**EXERCISE DETAILS**
Wherever the string "Radvány" occurs in a line of these records, report that line.

**MATERIAL PROVIDED**
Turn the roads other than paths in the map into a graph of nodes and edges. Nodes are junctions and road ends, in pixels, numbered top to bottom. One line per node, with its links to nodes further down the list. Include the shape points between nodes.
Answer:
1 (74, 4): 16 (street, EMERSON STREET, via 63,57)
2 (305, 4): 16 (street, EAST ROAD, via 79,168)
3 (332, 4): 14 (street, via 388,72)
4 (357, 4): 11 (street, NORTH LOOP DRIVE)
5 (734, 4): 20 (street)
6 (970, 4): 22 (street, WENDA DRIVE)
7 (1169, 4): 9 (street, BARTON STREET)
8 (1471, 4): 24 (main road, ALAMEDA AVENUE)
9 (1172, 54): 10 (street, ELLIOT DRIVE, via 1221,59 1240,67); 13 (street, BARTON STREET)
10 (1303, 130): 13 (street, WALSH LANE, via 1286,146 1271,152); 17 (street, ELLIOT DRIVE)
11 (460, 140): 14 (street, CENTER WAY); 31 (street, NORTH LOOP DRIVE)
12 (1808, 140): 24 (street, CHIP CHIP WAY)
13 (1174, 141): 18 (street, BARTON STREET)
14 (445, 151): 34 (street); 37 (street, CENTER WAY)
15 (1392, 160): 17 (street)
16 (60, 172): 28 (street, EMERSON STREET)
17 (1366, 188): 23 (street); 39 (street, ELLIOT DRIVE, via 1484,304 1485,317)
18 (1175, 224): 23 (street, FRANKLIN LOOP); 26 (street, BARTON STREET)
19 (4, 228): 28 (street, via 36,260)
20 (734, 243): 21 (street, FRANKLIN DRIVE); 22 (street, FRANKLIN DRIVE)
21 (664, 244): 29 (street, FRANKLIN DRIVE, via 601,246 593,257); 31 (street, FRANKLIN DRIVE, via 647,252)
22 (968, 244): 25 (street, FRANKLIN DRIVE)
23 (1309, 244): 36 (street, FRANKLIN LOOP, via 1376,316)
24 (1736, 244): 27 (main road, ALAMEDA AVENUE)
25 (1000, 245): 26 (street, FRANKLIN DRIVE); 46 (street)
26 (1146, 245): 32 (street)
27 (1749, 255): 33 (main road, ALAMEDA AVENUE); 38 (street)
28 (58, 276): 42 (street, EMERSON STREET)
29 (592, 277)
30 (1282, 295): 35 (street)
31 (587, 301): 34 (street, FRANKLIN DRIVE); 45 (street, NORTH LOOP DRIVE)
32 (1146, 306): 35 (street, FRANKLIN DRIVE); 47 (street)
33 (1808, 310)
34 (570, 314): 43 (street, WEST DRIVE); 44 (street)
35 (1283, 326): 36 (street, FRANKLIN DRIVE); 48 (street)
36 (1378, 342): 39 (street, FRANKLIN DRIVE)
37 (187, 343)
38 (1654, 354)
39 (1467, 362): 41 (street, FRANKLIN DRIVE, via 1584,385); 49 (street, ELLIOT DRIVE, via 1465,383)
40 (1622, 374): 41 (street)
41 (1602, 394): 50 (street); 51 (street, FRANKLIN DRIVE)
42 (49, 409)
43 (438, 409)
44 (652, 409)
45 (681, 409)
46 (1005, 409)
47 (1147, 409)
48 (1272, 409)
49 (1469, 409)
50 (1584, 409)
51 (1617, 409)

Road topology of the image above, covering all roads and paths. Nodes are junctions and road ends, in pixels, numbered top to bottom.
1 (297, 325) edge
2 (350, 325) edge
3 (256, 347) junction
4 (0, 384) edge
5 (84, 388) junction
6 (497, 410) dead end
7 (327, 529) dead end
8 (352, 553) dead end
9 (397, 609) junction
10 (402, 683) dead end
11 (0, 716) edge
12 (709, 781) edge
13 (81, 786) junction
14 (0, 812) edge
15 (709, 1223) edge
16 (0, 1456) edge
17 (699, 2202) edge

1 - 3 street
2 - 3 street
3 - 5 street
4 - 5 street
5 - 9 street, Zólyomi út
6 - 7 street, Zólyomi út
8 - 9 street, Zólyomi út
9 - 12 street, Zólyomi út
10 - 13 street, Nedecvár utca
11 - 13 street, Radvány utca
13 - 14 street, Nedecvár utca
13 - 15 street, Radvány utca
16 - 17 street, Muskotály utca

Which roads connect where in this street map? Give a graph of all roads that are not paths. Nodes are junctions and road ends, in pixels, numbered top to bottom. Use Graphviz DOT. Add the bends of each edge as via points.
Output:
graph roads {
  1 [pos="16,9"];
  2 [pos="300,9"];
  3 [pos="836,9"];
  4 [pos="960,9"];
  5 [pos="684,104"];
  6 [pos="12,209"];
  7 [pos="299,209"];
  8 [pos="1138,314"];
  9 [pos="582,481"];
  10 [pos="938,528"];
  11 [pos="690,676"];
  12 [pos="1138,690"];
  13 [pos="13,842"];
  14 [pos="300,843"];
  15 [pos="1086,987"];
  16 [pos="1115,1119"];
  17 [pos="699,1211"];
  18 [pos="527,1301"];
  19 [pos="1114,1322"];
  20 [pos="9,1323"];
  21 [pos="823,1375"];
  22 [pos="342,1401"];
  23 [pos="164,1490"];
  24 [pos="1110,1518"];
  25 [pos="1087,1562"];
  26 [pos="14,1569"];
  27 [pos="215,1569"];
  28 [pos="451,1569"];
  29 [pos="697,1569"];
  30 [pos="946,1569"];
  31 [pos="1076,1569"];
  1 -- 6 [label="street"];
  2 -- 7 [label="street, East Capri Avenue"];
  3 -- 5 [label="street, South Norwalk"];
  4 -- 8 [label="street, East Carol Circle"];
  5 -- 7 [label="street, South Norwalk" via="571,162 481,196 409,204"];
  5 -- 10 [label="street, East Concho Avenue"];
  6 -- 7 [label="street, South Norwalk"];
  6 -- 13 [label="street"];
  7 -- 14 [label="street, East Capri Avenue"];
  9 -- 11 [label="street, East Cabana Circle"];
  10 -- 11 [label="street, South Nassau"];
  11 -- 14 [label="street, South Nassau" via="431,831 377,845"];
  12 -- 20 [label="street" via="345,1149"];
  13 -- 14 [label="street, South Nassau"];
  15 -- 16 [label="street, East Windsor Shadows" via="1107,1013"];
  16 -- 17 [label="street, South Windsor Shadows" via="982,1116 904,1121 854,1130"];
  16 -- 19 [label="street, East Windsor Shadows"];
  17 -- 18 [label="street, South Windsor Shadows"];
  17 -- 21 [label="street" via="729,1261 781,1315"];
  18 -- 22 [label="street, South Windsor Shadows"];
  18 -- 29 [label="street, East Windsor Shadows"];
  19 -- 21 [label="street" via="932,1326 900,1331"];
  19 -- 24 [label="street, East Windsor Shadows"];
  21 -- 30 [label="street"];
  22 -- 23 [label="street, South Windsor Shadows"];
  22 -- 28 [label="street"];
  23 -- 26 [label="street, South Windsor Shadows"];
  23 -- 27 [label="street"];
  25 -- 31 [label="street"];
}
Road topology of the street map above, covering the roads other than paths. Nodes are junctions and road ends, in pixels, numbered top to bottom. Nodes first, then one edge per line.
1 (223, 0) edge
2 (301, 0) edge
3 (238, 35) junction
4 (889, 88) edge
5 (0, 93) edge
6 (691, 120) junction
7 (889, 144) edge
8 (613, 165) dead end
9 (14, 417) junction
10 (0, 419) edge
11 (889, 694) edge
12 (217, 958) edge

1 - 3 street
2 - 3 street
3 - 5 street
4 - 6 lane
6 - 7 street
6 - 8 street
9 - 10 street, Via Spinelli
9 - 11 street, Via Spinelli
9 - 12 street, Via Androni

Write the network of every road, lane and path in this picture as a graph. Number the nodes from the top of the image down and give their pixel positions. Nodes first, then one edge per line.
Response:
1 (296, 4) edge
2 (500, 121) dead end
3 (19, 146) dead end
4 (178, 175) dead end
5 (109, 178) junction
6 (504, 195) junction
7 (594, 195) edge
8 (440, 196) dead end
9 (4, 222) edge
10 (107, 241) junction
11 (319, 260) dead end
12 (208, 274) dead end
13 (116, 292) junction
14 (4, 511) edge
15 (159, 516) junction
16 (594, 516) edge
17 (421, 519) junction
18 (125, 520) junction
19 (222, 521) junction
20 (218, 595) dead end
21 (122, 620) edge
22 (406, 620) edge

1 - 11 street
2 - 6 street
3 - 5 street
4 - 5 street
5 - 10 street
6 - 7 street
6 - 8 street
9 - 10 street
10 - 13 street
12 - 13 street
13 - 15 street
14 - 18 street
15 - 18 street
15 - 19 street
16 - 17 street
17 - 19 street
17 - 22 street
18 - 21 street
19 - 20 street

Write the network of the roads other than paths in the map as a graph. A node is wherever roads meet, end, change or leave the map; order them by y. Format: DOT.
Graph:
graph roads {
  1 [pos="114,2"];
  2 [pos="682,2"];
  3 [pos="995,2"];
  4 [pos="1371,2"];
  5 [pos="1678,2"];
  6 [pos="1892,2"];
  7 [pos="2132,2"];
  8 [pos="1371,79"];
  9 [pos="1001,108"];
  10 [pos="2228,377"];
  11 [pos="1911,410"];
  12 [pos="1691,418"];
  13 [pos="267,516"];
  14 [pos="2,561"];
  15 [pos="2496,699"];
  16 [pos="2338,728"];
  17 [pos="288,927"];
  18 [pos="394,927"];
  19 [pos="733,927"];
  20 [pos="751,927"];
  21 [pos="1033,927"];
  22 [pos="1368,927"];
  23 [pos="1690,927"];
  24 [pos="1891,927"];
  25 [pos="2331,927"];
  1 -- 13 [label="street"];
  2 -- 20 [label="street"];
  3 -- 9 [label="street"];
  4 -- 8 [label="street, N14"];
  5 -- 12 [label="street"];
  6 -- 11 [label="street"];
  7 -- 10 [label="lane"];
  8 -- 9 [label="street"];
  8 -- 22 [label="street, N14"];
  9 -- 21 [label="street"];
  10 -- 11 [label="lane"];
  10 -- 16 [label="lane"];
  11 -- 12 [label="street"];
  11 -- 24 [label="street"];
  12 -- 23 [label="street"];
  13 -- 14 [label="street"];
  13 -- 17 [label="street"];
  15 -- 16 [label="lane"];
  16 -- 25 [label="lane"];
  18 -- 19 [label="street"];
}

**TASK RESPONSE**
11 - 13 street, Radvány utca
13 - 15 street, Radvány utca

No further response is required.